撩開車簾望向外面,見天昏地暗。一片燈火映入眼簾。
面前這個客棧高二層,每一層屋檐下各掛着兩排燈籠。形制爲八面,骨架上雕有鳥獸圖案。紅彤彤的,照的門前數馬並行的大街一片明亮。
李淑從馬車上走下,後面萍兒攙着趙玄。說是攙着,其實是趙玄掛在萍兒身上。幸而小姑娘修煉武道,一個人的重量並不算什麼。但到了馬車下,也被趙萊安排的那四名護衛中的一個接了過去。
客棧內人聲鼎沸,前庭大門敞開着,裡面跑堂的夥計見來人衣着華美。人人駕馭天馬,顯然非富即貴。屁顛屁顛的恭迎上前,搶到大堂外面,就連連彎腰作揖,道:“幾位客官裡面請!”
“看賞。”李淑目不斜視,走入大堂之中。
後面萍兒翻出荷包,扔給小二幾兩碎銀子,同吳媽、侍衛一同入內。
小二掂了掂銀兩,滿臉喜色,隨手放入肩上的褡褳裡。趕緊追上前,引着李淑向內,一邊走一邊問道:“客官是打尖還是住店?”
李淑向大堂中的客人掃視一眼,這時候正是飯點。這一桌那一桌堂內做了不少人。見李淑她們進來,有的人停下進食,轉頭打量着她們,估計是在猜測李淑的身份;有的人則繼續吃吃喝喝,絲毫不受影響。

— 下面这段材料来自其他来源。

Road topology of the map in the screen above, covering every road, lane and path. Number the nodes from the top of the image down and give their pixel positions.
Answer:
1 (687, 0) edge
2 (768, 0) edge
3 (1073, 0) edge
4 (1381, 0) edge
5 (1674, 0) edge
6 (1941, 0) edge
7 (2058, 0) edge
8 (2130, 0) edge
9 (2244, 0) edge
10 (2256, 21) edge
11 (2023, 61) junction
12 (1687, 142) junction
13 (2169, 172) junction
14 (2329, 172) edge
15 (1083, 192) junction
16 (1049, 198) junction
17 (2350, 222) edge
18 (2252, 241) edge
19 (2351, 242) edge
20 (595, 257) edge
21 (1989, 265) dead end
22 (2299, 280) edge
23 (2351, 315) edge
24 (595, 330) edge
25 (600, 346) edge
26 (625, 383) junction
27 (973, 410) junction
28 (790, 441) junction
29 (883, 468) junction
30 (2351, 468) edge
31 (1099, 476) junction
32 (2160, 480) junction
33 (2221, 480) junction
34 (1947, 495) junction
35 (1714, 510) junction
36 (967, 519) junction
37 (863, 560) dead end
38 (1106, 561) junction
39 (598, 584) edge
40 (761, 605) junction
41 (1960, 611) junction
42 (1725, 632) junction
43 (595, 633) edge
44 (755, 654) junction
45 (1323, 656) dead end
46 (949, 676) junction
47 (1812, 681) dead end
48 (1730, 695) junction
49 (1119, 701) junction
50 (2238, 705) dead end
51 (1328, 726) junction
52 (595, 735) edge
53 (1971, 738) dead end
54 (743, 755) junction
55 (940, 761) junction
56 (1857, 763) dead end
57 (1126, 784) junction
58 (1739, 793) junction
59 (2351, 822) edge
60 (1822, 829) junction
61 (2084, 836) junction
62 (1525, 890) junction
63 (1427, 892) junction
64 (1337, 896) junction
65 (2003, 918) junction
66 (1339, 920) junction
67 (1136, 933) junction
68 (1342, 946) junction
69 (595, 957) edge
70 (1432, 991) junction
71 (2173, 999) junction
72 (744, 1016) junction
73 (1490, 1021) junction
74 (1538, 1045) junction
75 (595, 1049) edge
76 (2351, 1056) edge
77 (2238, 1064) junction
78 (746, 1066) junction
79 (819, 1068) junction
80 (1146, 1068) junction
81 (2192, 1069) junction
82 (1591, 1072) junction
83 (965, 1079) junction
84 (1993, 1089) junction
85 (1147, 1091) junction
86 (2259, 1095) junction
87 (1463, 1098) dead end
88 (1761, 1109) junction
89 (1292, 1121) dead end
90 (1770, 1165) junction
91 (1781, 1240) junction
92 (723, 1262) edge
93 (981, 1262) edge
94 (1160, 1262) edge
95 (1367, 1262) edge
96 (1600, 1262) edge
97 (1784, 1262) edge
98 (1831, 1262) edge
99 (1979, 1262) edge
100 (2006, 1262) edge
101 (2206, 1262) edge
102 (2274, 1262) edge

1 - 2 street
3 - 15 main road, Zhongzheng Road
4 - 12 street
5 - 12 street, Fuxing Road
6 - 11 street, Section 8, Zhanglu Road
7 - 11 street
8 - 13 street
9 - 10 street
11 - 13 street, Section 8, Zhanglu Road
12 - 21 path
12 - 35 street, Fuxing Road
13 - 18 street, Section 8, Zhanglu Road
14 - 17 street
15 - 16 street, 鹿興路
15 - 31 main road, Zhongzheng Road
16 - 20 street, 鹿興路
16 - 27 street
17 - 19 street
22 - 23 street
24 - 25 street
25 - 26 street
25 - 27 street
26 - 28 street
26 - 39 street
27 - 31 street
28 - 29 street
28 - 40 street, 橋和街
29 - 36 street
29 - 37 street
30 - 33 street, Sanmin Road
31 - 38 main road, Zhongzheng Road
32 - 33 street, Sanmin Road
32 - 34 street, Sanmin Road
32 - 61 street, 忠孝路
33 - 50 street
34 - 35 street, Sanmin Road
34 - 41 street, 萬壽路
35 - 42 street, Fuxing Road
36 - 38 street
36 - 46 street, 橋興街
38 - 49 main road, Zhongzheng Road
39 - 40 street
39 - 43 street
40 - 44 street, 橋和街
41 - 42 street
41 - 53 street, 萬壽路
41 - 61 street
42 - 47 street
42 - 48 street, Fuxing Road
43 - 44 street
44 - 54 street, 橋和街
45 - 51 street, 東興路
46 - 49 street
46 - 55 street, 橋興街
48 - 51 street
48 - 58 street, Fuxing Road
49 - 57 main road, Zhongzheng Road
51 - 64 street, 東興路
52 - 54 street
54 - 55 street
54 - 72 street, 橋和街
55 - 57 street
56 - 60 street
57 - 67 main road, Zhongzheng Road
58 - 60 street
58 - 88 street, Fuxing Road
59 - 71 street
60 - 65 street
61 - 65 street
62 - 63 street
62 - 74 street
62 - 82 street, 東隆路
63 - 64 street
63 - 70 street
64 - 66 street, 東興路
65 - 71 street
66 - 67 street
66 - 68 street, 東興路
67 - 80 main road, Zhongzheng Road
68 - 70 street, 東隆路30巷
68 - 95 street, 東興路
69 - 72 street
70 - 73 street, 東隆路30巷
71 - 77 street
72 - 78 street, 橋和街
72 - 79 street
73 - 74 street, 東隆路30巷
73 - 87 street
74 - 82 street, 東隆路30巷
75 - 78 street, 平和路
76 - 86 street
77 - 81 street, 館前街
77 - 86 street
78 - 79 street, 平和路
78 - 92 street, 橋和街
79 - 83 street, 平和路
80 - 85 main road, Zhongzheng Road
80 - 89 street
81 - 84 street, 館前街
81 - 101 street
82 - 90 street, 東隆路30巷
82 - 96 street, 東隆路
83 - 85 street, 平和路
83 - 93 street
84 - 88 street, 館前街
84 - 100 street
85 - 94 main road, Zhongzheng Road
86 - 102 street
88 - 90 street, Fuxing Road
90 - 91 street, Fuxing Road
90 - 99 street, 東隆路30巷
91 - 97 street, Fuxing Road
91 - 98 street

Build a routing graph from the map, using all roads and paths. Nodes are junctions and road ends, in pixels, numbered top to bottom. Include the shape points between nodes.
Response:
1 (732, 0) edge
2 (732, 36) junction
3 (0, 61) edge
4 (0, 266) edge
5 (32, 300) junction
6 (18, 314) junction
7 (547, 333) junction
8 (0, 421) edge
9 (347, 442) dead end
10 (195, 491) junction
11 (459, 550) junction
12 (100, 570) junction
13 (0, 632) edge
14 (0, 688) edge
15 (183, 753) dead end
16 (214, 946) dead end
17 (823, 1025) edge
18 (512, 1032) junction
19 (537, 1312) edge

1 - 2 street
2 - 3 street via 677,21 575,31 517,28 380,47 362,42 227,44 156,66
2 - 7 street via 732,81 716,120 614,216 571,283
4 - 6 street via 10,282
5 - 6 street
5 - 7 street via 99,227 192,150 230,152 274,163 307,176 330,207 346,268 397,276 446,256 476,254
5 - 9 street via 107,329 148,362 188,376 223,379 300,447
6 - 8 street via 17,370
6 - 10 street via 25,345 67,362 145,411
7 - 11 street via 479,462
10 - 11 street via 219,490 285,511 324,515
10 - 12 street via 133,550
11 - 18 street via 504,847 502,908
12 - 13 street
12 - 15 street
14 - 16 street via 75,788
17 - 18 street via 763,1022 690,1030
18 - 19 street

收回目光,李淑蛾眉輕蹙。似乎是不習慣在這麼多人面前進食,說道:“收拾幾間上房,把你們這的拿手好菜給我們送進去。”
“是是是是!”小二忙不迭的答應。
客棧的房間共分爲天、地、玄、黃四個等級,“黃”字號是通鋪,也就是十幾二十幾個人擠在一起睡的那種房間;“玄”字號稍好,可以一人一間,但設施也不怎麼樣,也就是所謂的標準間;“地”字號更近一層,住宿條件在整個客棧中屬於上等,相當於商務套房;“天”字號則是客棧中最好的房間,等同於所謂的vip中p了,也就是總統套房。
至於“黃”字以下,也不是沒有,只要找掌櫃的說幾句好聽的,而掌櫃心也軟,沒準能給你個馬圈、柴房睡睡。
李淑要住的當然是天字一號房,正待店小二欲引着她上樓的時候,卻不料忽然被人叫住。
“這位小姐請留步!”說話的是一箇中年書生,尖嘴猴腮,一縷鼠須,容貌有些猥瑣。衣着略顯破敗,身旁還放着一個箱子,箱子上擺着一個“虎撐”。
“虎撐”這東西就是一個銅環,中心是空的,裡面有鐵珠子,就是一個模樣另類的鈴鐺,是走街串巷的江湖郎中手裡必不可少的一個東西。
行醫不像賣菜,不能站大街上吆喝。
扯着嗓子喊“治病了,賣藥了,有病治病沒病買去防身”也不是事。
真要那麼喊,就不是郎中了,而是跑江湖賣大力丸的。
所以一些遊方郎中手裡都有那麼一個“虎撐”,邊走邊搖,就跟賣豆腐敲“豆腐梆子”一樣,都是提醒人“我來了”的一種手段。
很顯然這個略顯猥瑣的中年人是一個遊方郎中。
只見他站起身來,一縷頷下鼠須,遙向李淑拱手道:“這位小姐,您旁邊的這位公子可是病的不清,不如讓老朽給您瞧瞧?”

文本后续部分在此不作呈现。